• **Aim of the task**
Reading through the lines below, count those that include the string "formed"; the answer is that number and nothing else.

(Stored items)
┄┄┄┄┄┄
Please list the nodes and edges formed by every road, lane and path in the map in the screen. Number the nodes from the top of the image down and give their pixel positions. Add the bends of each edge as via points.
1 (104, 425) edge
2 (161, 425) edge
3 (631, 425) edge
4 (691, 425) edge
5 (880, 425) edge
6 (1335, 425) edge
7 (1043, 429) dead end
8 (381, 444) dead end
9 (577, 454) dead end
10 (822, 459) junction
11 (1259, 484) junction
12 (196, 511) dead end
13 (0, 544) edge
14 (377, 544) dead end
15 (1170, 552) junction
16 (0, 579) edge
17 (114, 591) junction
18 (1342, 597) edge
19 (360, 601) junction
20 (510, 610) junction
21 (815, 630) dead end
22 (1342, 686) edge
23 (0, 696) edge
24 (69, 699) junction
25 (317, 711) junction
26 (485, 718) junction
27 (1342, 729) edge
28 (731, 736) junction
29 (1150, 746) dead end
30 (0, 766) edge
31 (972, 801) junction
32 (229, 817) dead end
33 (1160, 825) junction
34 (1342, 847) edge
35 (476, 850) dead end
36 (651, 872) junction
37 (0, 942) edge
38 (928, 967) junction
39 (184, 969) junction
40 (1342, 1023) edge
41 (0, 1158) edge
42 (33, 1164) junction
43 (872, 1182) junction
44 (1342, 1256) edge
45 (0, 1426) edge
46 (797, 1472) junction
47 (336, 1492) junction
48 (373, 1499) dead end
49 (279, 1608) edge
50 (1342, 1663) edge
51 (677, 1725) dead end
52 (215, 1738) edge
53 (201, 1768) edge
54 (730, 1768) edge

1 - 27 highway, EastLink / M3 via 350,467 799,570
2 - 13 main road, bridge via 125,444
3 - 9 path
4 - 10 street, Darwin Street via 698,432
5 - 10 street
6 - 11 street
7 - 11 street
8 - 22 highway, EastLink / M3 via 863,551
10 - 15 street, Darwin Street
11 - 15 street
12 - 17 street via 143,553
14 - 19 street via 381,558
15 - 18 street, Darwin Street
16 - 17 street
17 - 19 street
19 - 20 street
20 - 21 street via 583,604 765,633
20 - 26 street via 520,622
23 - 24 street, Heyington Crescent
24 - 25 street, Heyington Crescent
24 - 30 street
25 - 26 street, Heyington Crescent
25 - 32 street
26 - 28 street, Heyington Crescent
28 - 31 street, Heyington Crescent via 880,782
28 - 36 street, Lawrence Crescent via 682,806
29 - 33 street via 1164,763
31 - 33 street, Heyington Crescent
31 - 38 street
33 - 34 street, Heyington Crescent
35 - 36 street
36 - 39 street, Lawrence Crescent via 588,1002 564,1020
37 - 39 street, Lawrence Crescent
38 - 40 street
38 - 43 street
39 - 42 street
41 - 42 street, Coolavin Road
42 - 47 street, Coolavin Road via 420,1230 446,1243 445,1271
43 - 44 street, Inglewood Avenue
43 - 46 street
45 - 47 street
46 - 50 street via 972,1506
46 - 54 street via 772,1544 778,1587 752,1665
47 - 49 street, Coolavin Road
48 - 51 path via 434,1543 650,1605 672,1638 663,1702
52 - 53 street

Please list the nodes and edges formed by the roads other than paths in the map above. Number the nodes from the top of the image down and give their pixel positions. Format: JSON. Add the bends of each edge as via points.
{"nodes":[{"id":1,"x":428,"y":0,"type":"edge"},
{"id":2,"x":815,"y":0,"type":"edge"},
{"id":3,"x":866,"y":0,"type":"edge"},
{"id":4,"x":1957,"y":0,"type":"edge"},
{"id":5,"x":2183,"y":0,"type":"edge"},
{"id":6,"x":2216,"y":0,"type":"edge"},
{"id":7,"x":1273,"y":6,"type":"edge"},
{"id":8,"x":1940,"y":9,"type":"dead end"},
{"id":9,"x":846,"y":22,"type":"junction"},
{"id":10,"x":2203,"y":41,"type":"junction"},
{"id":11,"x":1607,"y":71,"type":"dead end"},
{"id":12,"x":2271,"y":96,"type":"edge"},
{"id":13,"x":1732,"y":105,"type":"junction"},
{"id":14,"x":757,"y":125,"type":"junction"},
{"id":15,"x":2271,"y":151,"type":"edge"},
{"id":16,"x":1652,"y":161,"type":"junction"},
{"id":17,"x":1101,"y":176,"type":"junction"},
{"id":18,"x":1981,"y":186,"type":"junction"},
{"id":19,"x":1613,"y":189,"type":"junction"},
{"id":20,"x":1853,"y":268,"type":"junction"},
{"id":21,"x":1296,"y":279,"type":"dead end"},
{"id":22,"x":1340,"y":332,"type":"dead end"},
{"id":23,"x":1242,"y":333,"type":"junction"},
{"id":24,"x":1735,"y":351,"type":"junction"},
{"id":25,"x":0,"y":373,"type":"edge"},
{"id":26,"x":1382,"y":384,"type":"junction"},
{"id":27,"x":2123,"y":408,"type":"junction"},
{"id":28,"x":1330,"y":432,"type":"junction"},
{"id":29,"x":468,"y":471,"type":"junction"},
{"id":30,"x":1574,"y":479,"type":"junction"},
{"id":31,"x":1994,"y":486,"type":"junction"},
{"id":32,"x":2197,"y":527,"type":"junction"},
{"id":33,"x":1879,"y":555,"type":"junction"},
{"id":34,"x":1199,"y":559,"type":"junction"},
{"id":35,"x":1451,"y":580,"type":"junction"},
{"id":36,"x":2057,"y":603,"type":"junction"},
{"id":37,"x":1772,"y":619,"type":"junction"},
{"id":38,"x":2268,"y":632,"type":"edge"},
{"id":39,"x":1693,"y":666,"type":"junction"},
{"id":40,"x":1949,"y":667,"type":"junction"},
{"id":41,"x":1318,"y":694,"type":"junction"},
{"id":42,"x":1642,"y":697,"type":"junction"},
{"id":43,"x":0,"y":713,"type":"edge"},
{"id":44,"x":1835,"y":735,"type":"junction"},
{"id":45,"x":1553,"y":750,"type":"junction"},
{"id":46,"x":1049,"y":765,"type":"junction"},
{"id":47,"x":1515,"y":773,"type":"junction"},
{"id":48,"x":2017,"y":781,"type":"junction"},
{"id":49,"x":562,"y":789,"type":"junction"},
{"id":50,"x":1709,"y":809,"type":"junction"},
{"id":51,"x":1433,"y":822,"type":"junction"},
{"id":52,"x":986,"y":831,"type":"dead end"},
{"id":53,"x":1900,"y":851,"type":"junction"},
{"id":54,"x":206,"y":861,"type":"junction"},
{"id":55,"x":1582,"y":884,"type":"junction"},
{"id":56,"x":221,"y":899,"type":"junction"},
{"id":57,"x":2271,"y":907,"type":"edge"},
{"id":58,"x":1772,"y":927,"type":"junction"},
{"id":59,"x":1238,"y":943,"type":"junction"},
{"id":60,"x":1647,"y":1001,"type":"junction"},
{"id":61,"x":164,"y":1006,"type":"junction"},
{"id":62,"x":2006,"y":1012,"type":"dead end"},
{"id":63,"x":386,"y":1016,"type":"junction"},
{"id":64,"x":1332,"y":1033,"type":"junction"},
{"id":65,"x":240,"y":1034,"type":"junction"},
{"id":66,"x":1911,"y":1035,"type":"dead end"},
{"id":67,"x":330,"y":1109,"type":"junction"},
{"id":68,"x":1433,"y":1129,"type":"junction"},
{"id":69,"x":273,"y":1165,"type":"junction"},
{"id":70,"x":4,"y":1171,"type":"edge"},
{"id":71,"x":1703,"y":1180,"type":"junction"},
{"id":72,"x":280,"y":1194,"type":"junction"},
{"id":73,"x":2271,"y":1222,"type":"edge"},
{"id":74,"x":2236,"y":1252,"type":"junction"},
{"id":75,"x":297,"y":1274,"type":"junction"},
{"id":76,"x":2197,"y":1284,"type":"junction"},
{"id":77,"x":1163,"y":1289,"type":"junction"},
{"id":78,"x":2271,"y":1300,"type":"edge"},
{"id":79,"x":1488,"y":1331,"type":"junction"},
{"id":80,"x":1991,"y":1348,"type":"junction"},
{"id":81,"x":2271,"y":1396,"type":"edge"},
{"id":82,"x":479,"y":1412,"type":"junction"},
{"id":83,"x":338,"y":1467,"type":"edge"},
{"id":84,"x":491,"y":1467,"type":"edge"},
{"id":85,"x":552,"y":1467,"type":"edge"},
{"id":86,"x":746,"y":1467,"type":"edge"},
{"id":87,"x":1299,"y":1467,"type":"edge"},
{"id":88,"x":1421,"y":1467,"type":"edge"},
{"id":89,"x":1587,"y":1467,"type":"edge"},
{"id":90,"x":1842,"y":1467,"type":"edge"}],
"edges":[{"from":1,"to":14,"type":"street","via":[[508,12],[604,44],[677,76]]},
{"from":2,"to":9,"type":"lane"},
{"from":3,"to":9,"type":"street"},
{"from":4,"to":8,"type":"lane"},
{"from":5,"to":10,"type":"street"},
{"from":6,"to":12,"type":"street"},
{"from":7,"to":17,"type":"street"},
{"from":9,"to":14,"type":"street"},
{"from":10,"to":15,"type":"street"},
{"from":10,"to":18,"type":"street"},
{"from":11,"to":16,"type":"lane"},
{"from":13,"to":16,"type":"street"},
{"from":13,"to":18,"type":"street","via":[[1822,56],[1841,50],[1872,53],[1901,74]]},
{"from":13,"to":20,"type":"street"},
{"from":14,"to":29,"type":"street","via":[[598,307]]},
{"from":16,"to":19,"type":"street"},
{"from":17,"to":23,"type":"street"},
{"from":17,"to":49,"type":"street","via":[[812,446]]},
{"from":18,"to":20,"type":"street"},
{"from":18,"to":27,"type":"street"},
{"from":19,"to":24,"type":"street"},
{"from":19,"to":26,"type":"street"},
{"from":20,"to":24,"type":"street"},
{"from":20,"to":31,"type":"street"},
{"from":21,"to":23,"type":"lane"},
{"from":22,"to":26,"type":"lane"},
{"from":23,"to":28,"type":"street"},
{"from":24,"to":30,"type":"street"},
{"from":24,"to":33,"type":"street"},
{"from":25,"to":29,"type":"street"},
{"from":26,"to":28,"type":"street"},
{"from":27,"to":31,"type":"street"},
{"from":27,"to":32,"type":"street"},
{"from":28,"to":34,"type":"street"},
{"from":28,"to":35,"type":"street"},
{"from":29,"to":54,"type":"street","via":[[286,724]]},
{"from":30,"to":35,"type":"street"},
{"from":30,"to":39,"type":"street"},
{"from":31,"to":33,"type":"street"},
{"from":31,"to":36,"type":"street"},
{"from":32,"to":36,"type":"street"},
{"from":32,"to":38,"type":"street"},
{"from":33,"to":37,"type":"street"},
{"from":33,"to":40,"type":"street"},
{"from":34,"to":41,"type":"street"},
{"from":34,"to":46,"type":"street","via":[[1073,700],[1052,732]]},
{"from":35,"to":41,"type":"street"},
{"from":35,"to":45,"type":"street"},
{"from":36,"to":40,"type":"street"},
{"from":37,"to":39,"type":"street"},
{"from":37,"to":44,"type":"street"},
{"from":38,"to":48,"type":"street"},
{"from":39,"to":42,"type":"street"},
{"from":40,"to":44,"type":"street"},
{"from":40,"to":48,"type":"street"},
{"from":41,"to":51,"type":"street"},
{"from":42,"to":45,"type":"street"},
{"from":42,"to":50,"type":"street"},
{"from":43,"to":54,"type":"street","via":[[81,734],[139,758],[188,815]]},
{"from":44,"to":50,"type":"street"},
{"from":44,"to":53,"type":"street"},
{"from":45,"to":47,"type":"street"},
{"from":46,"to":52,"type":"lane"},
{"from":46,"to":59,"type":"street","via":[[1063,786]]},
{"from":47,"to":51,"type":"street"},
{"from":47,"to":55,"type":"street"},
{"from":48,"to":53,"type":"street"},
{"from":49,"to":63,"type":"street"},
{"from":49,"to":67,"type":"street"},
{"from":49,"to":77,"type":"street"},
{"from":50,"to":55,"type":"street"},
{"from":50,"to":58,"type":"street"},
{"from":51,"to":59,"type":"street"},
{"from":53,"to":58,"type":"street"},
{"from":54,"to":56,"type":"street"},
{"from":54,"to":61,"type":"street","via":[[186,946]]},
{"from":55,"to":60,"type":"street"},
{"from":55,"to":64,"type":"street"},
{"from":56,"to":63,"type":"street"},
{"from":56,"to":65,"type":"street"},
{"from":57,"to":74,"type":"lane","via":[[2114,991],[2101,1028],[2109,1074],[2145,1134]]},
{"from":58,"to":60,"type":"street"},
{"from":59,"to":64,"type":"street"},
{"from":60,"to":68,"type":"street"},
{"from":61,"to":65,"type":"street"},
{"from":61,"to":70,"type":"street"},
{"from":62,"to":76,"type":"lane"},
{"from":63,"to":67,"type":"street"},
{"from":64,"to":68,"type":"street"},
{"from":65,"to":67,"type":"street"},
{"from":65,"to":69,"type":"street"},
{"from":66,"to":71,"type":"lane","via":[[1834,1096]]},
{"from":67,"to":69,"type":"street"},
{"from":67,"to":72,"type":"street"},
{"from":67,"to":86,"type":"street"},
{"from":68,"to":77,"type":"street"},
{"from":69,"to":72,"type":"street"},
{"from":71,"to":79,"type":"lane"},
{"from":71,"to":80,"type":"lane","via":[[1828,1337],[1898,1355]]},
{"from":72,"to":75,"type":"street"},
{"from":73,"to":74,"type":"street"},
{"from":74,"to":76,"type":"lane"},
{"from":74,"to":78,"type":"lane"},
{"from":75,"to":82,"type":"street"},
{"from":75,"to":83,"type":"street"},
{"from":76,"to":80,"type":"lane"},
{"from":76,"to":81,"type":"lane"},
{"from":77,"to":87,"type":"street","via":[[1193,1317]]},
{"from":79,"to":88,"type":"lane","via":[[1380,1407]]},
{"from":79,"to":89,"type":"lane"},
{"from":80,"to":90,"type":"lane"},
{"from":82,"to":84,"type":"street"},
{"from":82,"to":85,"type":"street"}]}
┄┄┄┄┄┄
• **Output below**
2